The S&P 500 finished today with another close higher after 4 previous down days in a row.
It seems every other day the news changes course and the market swings back and forth, not knowing which way it should continue.
The one thing that is certain from looking at the chart below is that the angle of ascent is slowly decreasing. Ever heard the term “roll over”?
Take a look at the four most recent lows I have identified on the chart below (L). Each consecutive low has been closer to the 50 day Moving Average line than its prior low, with the prior low bouncing off the line and the most recent low penetrating down through it before moving back above it today.
In addition, you can see that I have added a lower support line connecting these 4 recent lows, which should provide a good additional signal in the future if broken through down lower.
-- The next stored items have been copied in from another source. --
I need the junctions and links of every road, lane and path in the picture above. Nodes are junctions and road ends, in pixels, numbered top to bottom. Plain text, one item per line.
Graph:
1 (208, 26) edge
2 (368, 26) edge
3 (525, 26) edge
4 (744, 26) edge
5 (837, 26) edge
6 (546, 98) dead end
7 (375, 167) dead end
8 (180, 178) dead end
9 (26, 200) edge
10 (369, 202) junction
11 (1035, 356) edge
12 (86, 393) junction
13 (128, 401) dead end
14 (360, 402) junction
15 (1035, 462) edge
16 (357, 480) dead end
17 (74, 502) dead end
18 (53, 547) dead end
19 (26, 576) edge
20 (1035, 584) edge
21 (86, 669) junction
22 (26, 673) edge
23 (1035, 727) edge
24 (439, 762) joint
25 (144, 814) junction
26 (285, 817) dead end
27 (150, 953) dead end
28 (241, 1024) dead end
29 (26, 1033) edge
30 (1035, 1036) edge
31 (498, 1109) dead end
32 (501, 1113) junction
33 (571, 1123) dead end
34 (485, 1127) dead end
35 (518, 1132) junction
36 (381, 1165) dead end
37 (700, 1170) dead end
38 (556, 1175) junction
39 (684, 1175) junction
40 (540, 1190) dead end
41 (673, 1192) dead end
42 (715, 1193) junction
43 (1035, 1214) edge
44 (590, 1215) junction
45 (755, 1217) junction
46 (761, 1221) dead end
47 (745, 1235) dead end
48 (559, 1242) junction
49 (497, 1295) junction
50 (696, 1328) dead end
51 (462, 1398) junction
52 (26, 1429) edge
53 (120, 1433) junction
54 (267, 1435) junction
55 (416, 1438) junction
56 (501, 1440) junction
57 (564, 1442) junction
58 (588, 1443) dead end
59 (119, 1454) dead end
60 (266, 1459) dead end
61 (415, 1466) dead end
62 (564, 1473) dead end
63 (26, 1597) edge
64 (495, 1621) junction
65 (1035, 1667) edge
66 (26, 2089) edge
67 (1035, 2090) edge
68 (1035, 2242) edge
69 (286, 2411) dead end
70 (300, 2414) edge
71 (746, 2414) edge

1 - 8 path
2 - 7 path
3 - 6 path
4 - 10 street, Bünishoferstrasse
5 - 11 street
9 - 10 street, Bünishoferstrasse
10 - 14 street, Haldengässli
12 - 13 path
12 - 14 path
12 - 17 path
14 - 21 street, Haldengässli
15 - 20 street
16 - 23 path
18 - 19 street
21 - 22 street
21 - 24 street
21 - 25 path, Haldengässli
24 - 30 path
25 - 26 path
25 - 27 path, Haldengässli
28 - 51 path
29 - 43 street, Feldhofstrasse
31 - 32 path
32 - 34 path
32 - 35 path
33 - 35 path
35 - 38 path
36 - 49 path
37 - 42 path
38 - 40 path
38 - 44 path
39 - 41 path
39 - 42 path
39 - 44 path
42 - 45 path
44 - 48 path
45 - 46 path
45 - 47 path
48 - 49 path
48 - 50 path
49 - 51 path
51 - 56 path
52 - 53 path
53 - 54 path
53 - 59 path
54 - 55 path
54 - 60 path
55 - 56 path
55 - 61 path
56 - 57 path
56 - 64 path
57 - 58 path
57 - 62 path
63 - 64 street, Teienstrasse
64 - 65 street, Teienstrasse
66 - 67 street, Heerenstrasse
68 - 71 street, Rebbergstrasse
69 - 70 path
It’s fascinating to see that each of these 4 prior lows consisted of very similar patterns immediately prior to the lows. That being, each pattern from the high immediately prior to each low (H) has a clearly recognizable 3 wave pattern before ending at the low and reversing.
For those of you who don’t know, a 3 wave pattern is most often associated with a counter-trend move. Meaning, against the next larger degree trend. In this case, that trend has been up since March 2009.
How does this help us? Well, another type of wave pattern is a 5 wave pattern. The 5 wave pattern is not associated with a counter-trend move, instead it can be associated most often with a directional trend move.
Note: To learn more about identifying wave patterns and keep up with the current market position and future forecast, take a look at my page on the Elliott Wave Financial Forecast Service or watch the free videos accessible in the right column of this page under “Elliott Wave”.
As the current position of the S&P 500 displayed on the daily chart above evolves, any considerable move, and close, back lower through yesterdays low of 1042.19 could easily be interpreted as 5 waves down from the recent market top.
This would not be the same as the previous 3 lows on the chart which had 3 waves down. Instead, this would raise the odds that a next larger degree trend change was underway, down.